Task to carry out >> Filter these entries, keeping only lines that hold the word "bottom".

Recorded data >>
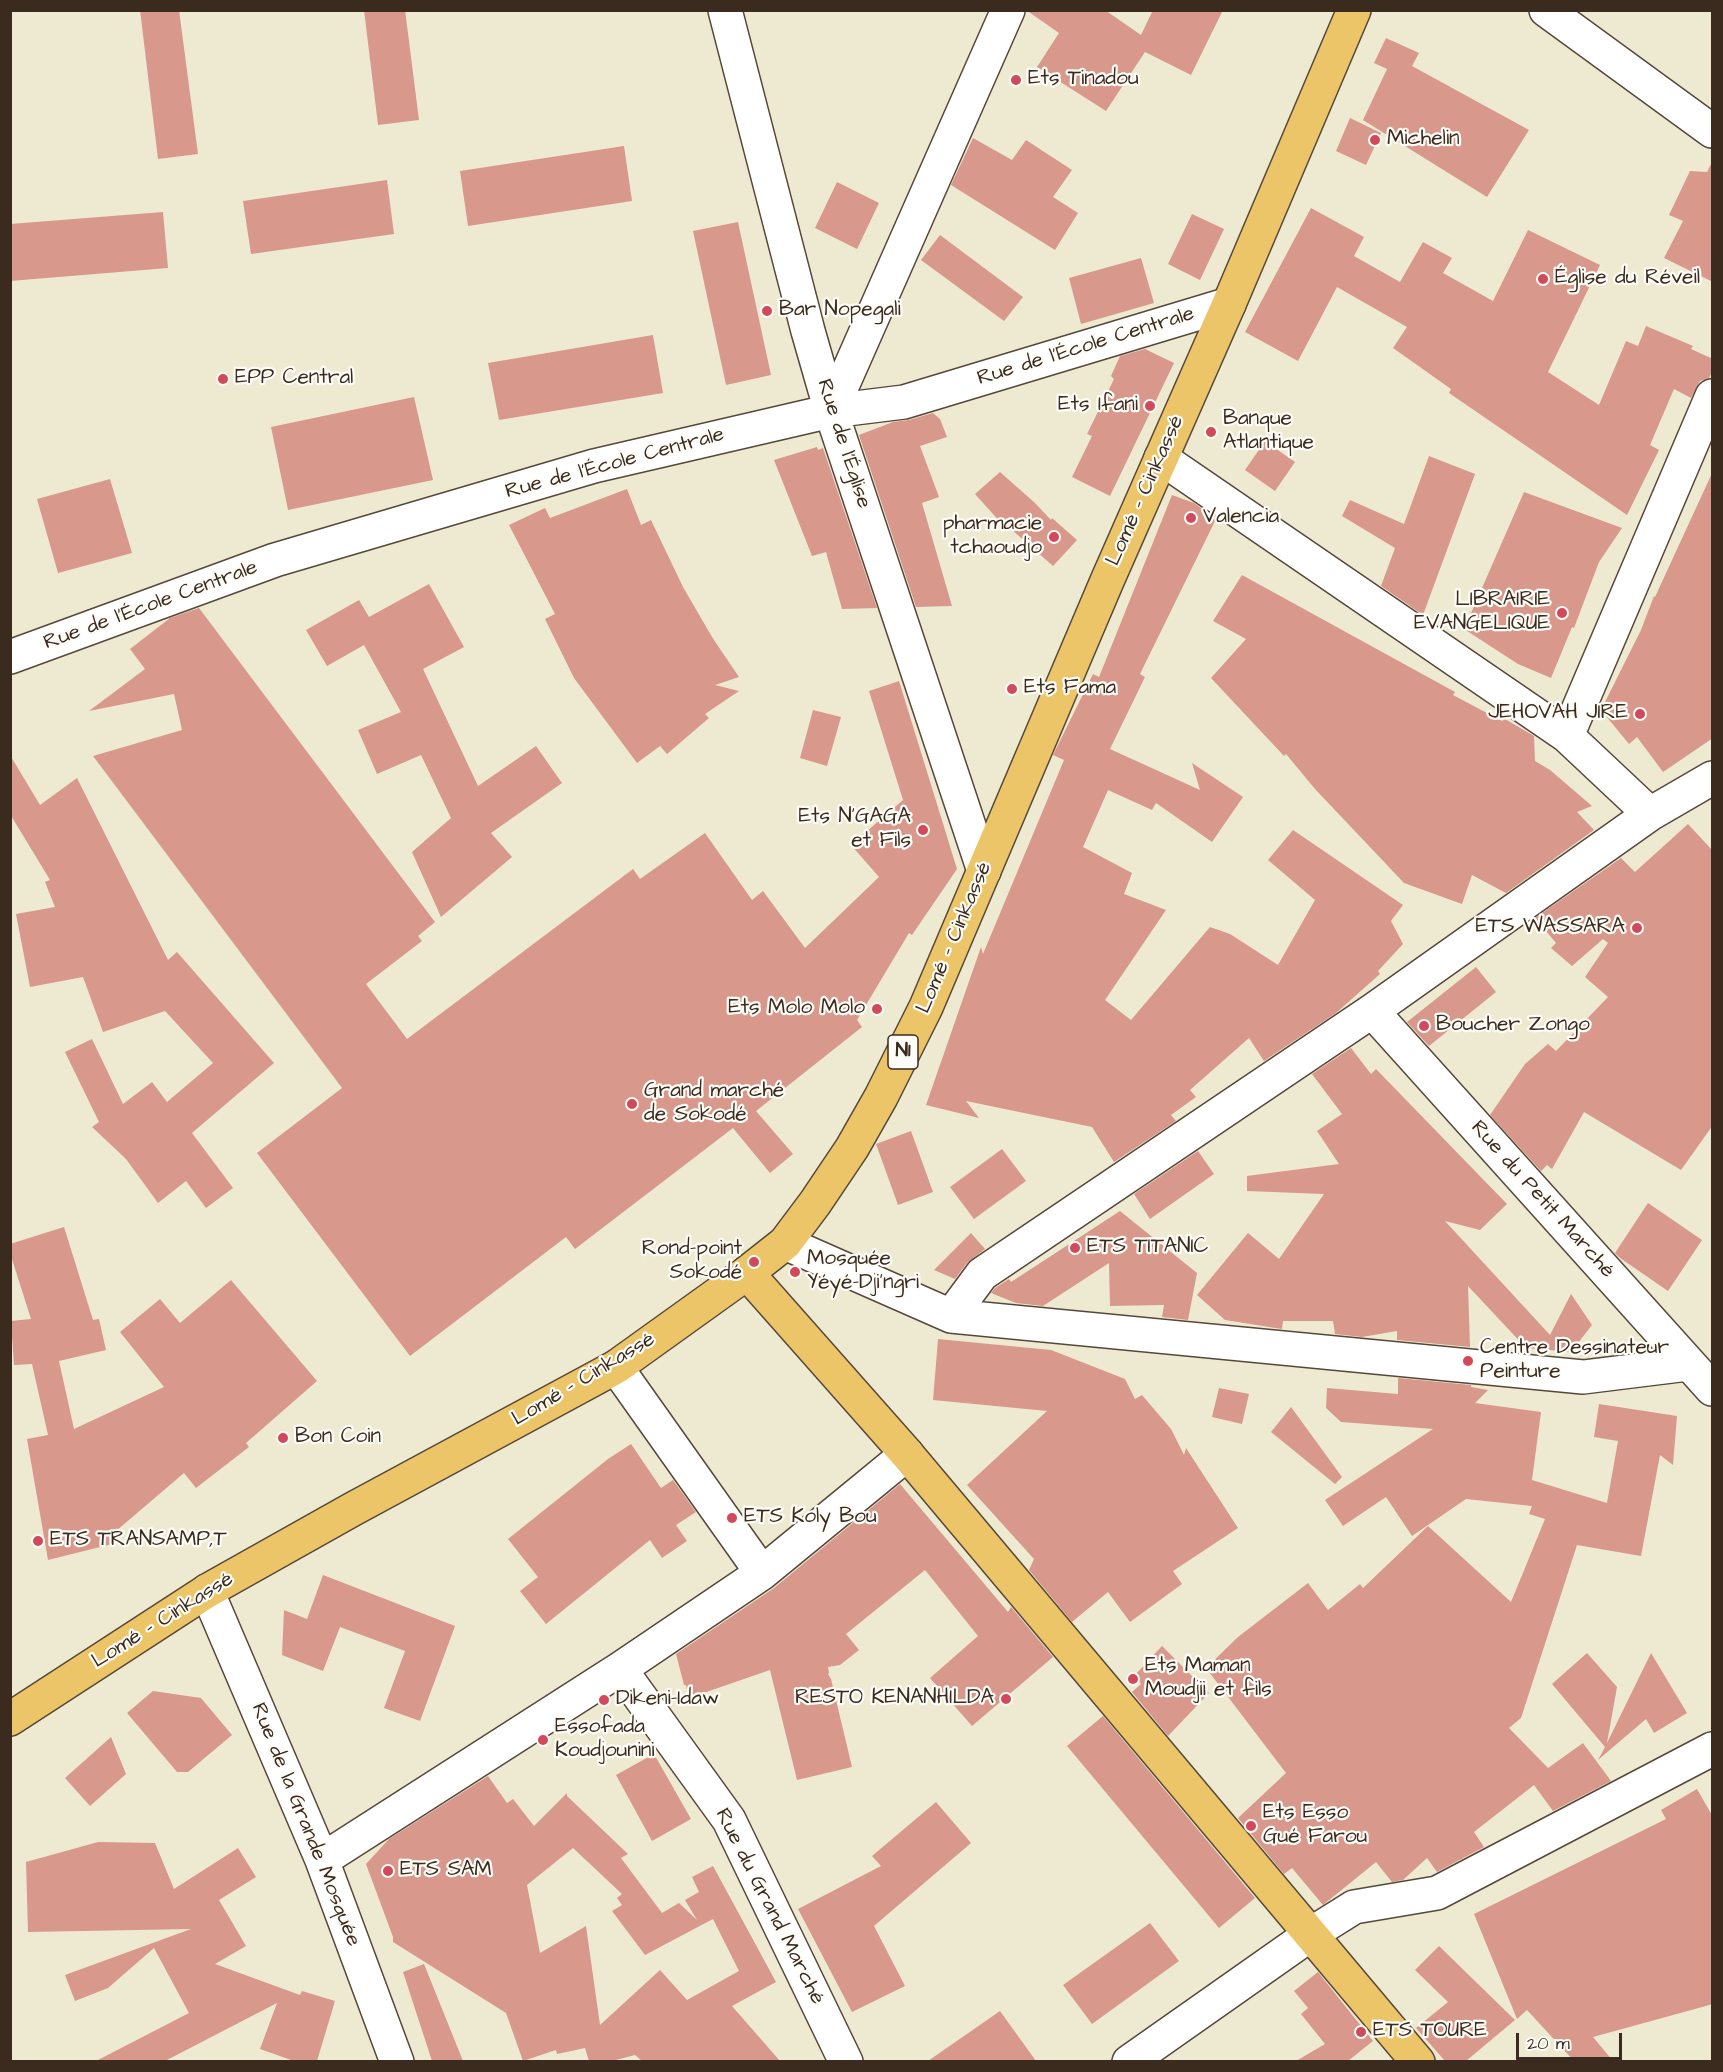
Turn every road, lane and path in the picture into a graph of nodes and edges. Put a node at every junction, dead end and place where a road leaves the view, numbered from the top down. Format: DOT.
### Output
--
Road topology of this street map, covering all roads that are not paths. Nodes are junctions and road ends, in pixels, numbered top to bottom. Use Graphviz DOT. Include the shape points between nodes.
---
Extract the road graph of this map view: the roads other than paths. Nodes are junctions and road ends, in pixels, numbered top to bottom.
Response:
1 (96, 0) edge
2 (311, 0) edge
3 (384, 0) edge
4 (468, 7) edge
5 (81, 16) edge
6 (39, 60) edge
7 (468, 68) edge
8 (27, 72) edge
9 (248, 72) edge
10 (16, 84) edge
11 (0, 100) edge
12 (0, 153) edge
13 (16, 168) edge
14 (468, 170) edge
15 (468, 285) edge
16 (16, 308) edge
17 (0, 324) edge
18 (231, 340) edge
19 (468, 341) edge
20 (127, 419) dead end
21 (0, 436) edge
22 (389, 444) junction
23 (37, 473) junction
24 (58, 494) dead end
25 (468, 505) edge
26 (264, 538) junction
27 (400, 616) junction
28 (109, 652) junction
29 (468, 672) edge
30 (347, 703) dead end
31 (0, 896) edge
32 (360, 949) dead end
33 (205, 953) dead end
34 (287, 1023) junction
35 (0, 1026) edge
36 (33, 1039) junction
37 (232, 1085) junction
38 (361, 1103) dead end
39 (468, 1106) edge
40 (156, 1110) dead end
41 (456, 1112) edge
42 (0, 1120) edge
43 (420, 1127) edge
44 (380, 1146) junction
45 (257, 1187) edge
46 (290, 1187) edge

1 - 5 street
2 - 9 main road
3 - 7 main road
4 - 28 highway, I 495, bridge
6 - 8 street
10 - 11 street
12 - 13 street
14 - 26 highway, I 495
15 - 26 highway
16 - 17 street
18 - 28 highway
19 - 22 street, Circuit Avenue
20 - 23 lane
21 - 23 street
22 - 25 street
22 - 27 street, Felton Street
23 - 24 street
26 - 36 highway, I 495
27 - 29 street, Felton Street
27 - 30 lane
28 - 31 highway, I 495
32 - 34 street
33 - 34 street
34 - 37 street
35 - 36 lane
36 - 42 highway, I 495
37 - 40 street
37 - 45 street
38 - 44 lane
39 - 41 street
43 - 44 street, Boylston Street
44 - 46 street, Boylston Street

Task output >>
Road topology of this street map, covering all roads that are not paths. Nodes are junctions and road ends, in pixels, numbered top to bottom. Use Graphviz DOT. Include the shape points between nodes.
Extract the road graph of this map view: the roads other than paths. Nodes are junctions and road ends, in pixels, numbered top to bottom.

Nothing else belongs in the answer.